In Google's latest Webmaster Help video, Matt Cutts is asked about a common SEO misconception that he wishes to put to rest. The answer: Google is not doing everything you read about in patents.
Cutts says, "There a sort of persistent misconception that people often have, which is that just because a patent issues...that has somebody's name on it, or someone who works at search quality, or someone who works at Google, that doesn't necessarily mean that we are using that patent at that moment."
He continues, "Sometimes you'll see speculation, 'Oh, Google had a patent where they mentioned using the length of time that the domain was registered.' That doesn't mean that we're necessarily doing that. It just means that, you know, that mechanism is patented."

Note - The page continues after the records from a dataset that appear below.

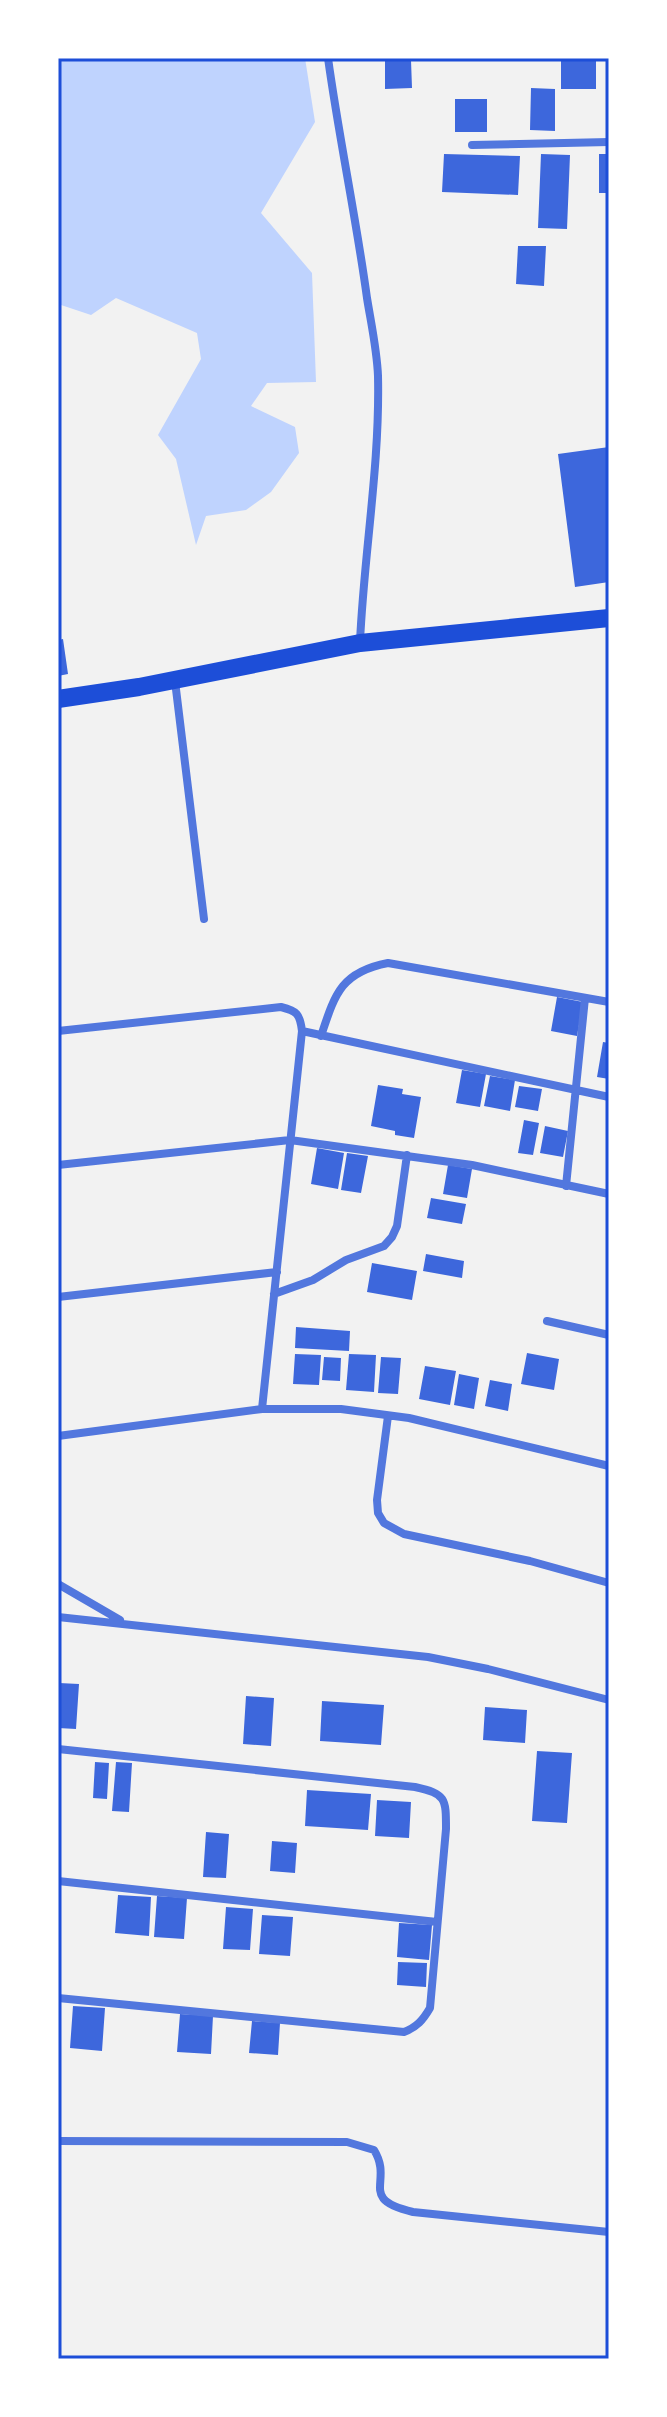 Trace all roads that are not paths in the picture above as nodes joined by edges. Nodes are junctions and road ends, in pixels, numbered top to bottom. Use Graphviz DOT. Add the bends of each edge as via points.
graph roads {
  1 [pos="328,58"];
  2 [pos="609,142"];
  3 [pos="472,145"];
  4 [pos="609,618"];
  5 [pos="360,643"];
  6 [pos="175,680"];
  7 [pos="58,699"];
  8 [pos="204,919"];
  9 [pos="585,998"];
  10 [pos="609,1002"];
  11 [pos="58,1031"];
  12 [pos="302,1031"];
  13 [pos="321,1036"];
  14 [pos="575,1091"];
  15 [pos="609,1097"];
  16 [pos="290,1140"];
  17 [pos="407,1155"];
  18 [pos="58,1165"];
  19 [pos="566,1186"];
  20 [pos="609,1194"];
  21 [pos="277,1272"];
  22 [pos="274,1294"];
  23 [pos="58,1297"];
  24 [pos="547,1321"];
  25 [pos="609,1335"];
  26 [pos="262,1409"];
  27 [pos="388,1416"];
  28 [pos="58,1436"];
  29 [pos="609,1466"];
  30 [pos="609,1583"];
  31 [pos="58,1584"];
  32 [pos="58,1617"];
  33 [pos="126,1624"];
  34 [pos="609,1700"];
  35 [pos="58,1749"];
  36 [pos="58,1881"];
  37 [pos="437,1922"];
  38 [pos="58,1998"];
  39 [pos="58,2141"];
  40 [pos="609,2232"];
  1 -- 5 [label="street" via="378,372 378,443"];
  2 -- 3 [label="street"];
  4 -- 5 [label="main road"];
  5 -- 6 [label="main road"];
  6 -- 7 [label="main road"];
  6 -- 8 [label="street"];
  9 -- 10 [label="street"];
  9 -- 13 [label="street" via="388,963 366,967 337,992"];
  9 -- 14 [label="street"];
  11 -- 12 [label="street" via="281,1007 295,1010"];
  12 -- 13 [label="street"];
  12 -- 16 [label="street"];
  13 -- 14 [label="street"];
  14 -- 15 [label="street"];
  14 -- 19 [label="street"];
  16 -- 17 [label="street"];
  16 -- 18 [label="street"];
  16 -- 21 [label="street"];
  17 -- 19 [label="street"];
  17 -- 22 [label="street" via="397,1226 384,1246"];
  19 -- 20 [label="street"];
  21 -- 22 [label="street"];
  21 -- 23 [label="street"];
  22 -- 26 [label="street"];
  24 -- 25 [label="street"];
  26 -- 27 [label="street" via="341,1409"];
  26 -- 28 [label="street"];
  27 -- 29 [label="street"];
  27 -- 30 [label="street" via="377,1500 384,1523 404,1534"];
  31 -- 33 [label="street"];
  32 -- 33 [label="street"];
  33 -- 34 [label="street" via="428,1657"];
  35 -- 37 [label="street" via="434,1791 446,1805"];
  36 -- 37 [label="street"];
  37 -- 38 [label="street" via="430,2008 416,2027 404,2032"];
  39 -- 40 [label="street" via="347,2142 374,2150 380,2160 379,2193 395,2208"];
}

Cutts recalls, "Somebody else at Google had gotten a patent on the idea (or the mechanism, not just the idea, the actual implementation) by which you could look at how people had changed their webpage after an update, and basically say, 'Oh, these are people who are responding to Google, or they are dynamically SEOing their stuff,' and so there were a lot of publishers who were like, 'Ugh, I'm just gonna throw up my hands. Why bother at all if Google's just gonna keep an eye?' and you know, 'If we change, and Google's just using that and monitoring that, and changing their ranking in response,' and it's the sort of thing where just because that patent comes out, doesn't mean that Google's currently using that technology."
"So, patents are a lot of interesting ideas," he adds. "You can see a lot of stuff mentioned in them, but don't take it as an automatic golden truth that we're doing any particular thing that is mentioned in a patent."
It is true that patents provide a lot of insight into the kinds of ideas that Google is thinking about, and often we can only really speculate about certain things that it is actually implementing.